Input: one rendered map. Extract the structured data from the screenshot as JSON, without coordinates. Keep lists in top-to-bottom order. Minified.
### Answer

________________________________________

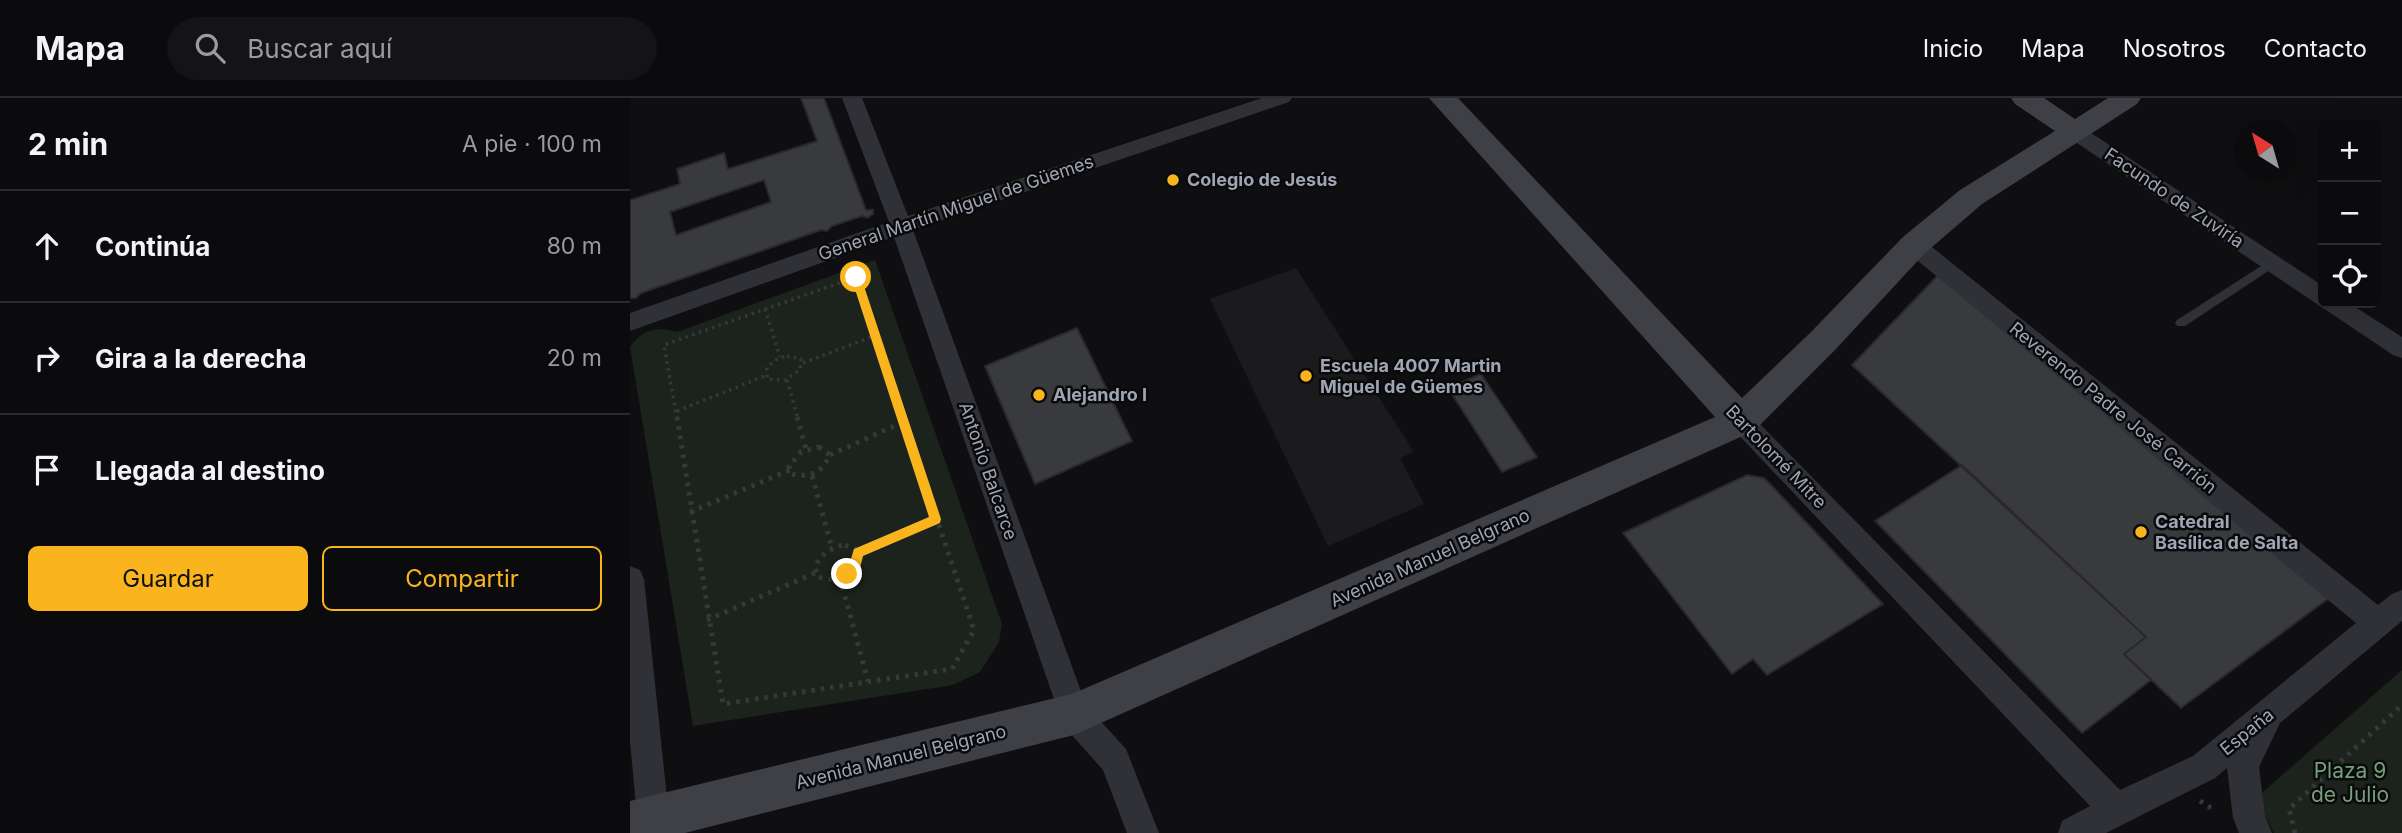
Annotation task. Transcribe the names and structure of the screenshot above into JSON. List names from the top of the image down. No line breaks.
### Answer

________________________________________

- AIM OF THE TASK
With "from" as the string to match, show every line of the entries above that has it.

- ANSWER TO THE PROBLEM
Input: one rendered map. Extract the structured data from the screenshot as JSON, without coordinates. Keep lists in top-to-bottom order. Minified.
Annotation task. Transcribe the names and structure of the screenshot above into JSON. List names from the top of the image down. No line breaks.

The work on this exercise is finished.